These are recommended practices in using SEM adapted and extended from Kline.
Have a clear rationale for why SEM is the right tool for the job. Simpler is better: don’t choose a multiple-groups path analysis using mean structure to capture differences between groups on a single observed variable if a two-sample t-test will do.
What is the theoretical framework and empirical background that motivates your model?
Define your latent variables clearly and why they are measured by particular indicators.
Verify that psychometrics are good for every indicator of a factor.
Ensure that you have 3+ (good) indicators per factor.
When possible, include an estimate of measurement error even for exogenous constructs. Recall the assumption of perfect measurement for exogenous variables in regression and standard SEM. If we have an estimate of score reliability for the indicator (e.g., previous data on test-retest), we may wish to setup a single-indicator latent variable so that we can account for measurement error. This is less satisfying than a multiple-indicator measurement model, but better than nothing.
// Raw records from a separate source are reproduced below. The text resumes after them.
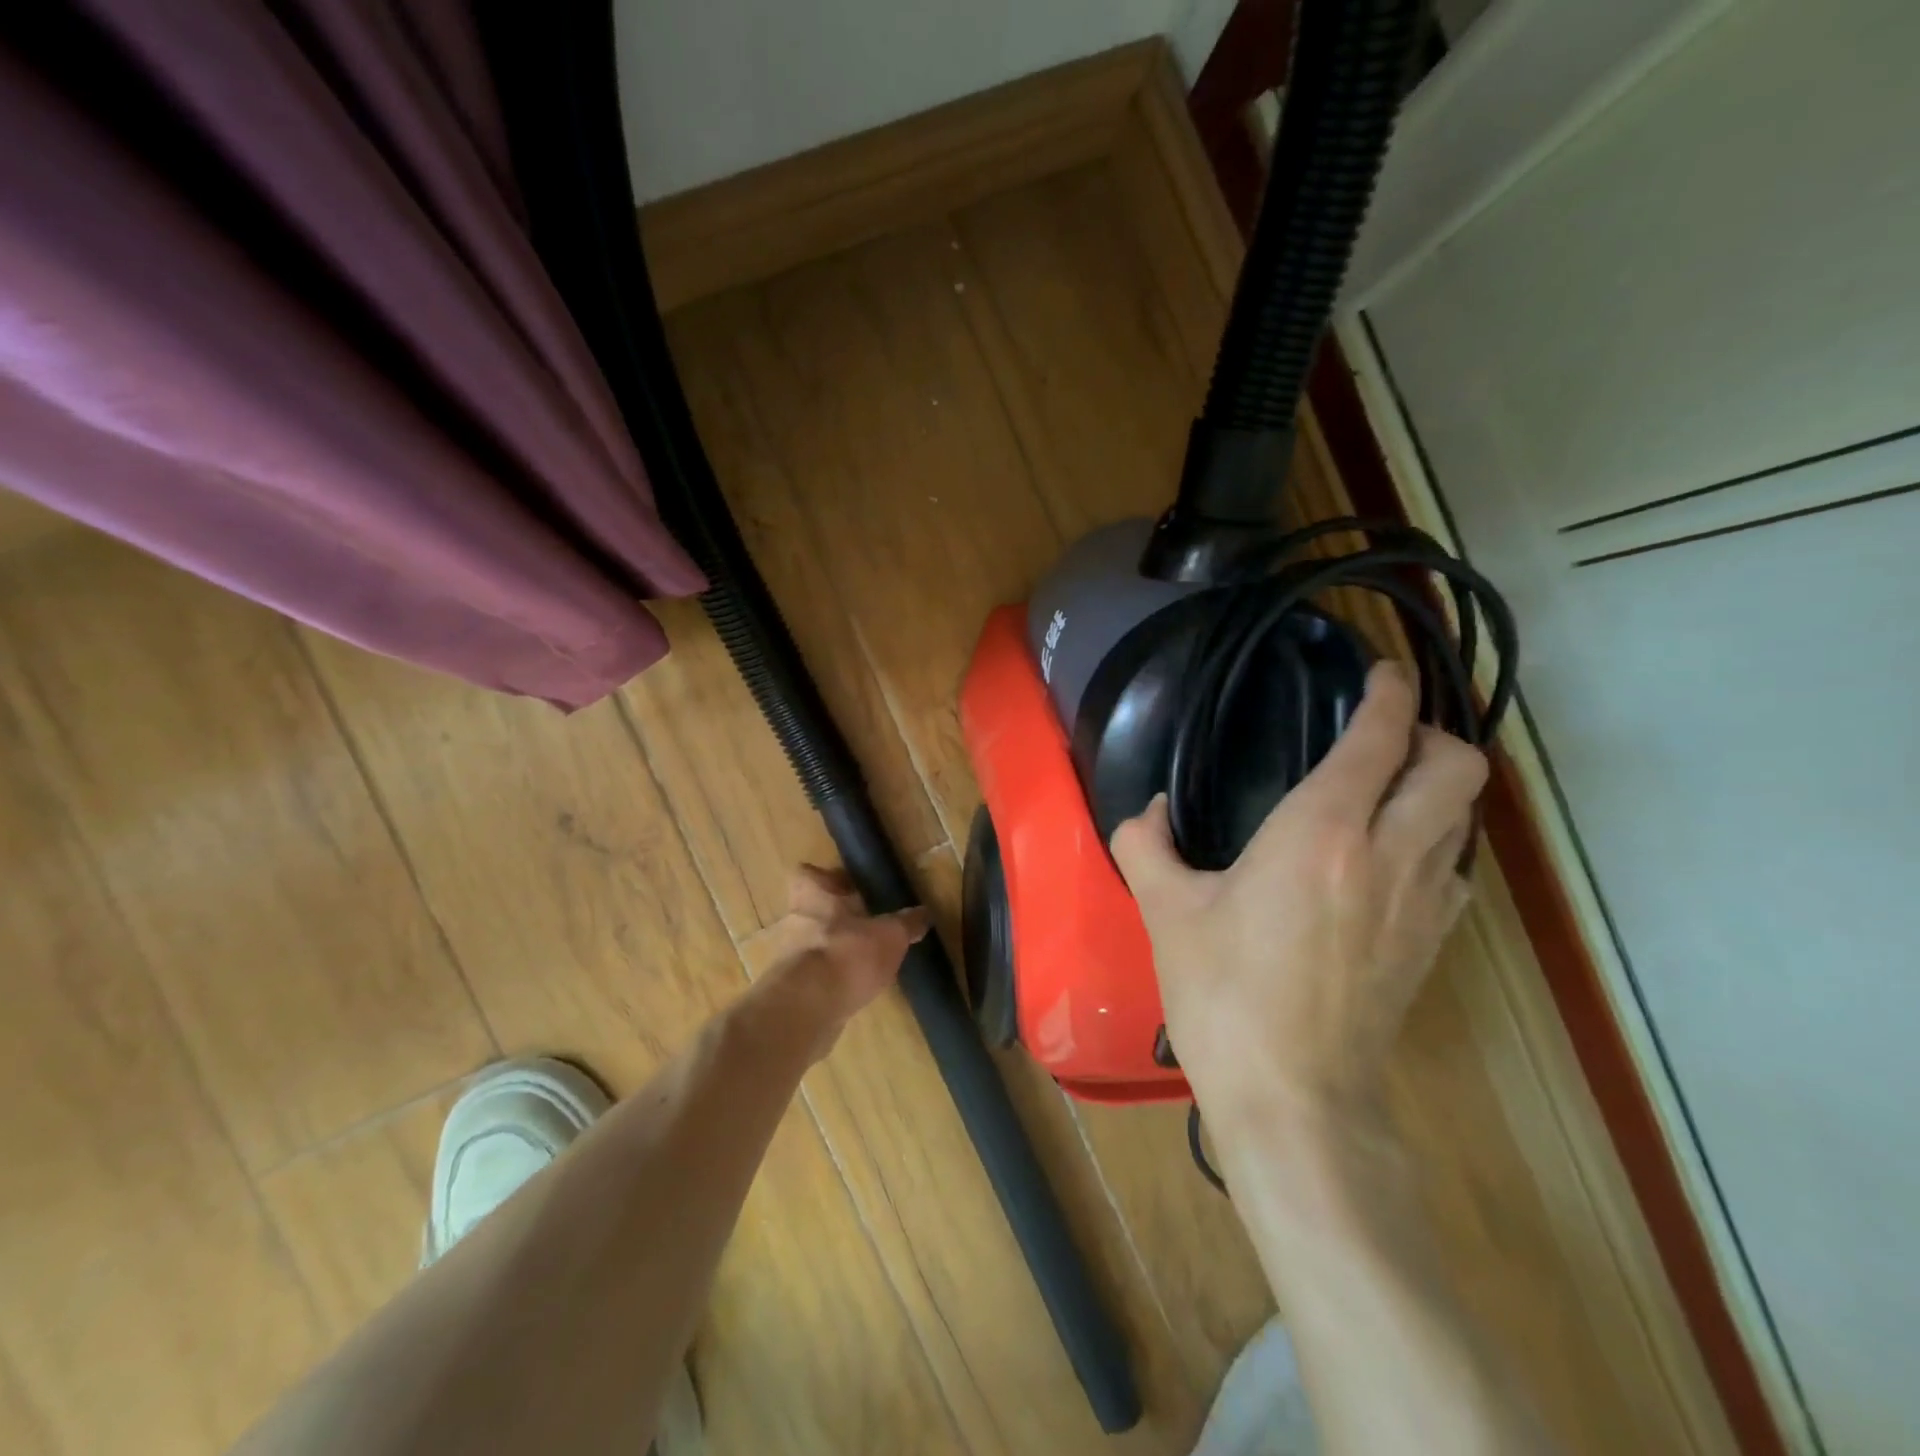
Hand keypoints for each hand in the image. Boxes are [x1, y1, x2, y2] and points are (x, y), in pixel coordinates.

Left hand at [752, 865, 929, 1062]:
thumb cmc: (848, 954)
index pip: (808, 873)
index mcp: (813, 896)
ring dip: (835, 949)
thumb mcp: (890, 936)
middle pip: (812, 910)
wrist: (808, 1009)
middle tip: (866, 925)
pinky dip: (831, 979)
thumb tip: (924, 913)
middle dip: (836, 917)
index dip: (827, 878)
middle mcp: (794, 921)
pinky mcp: (791, 990)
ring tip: (866, 960)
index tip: (849, 887)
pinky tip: (856, 987)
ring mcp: (789, 957)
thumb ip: (906, 923)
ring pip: (813, 943)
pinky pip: (813, 975)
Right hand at [1110, 662, 1486, 1126]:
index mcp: (1321, 833)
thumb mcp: (1166, 911)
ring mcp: (1423, 903)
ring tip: (1387, 790)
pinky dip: (1433, 843)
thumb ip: (1145, 844)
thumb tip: (1149, 812)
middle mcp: (1390, 855)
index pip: (1381, 739)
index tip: (1383, 670)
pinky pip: (1453, 868)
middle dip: (1432, 735)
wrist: (1294, 1098)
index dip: (1390, 693)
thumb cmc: (1225, 993)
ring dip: (1436, 788)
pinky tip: (1388, 862)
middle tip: (1384, 737)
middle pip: (1457, 767)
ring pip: (1464, 816)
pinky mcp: (1433, 945)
Have a clear rationale for directionality in your model. On the measurement side, recall reflective versus formative models. On the structural side, recall the Lee-Hershberger replacing rules and the more general problem of equivalent models. What supports the direction of arrows in your structural model?
Try to avoid nonrecursive models (e.g., bidirectional effects) when possible. In standard covariance analyses, bidirectionality assumes equal, but opposite effects (equilibrium).
Do not omit potential causes (variables) that correlate with variables included in the model.
Do not be wedded to the assumption of conditional (aka local) independence. If there is a strong correlation between errors in a measurement model, or disturbances in the structural model, omitting it will misestimate the parameters you care about! This is especially true for latent variables, where omission of correlated residuals can substantially alter factor loadings. Check your modification indices!
However, do exercise caution in including free parameters in your SEM post hoc. There should be a clear rationale for adding a path based on a modification index, such as similar wording of items, the same item measured over time, or some other specific reason why two variables should be related. Ignoring this principle can lead to overfitting and accepting more complex models that are less interpretable.
Don’t rule out the possibility that a variable reflects two (latent) causes. For example, there could be a legitimate reason to allow for cross-loading in a factor model. Eaton and colleagues (2011) found that borderline personality cross-loaded onto both internalizing and externalizing factors of psychopathology, which is an interesting substantive finding. It is usually best to deviate from simple structure a priori, however, or to have a clear rationale for adding a cross-loading post hoc.
Items that load onto a factor should be positively correlated. Remember to reverse score appropriately. And if two items have a very weak or even negative correlation, they are unlikely to form a factor.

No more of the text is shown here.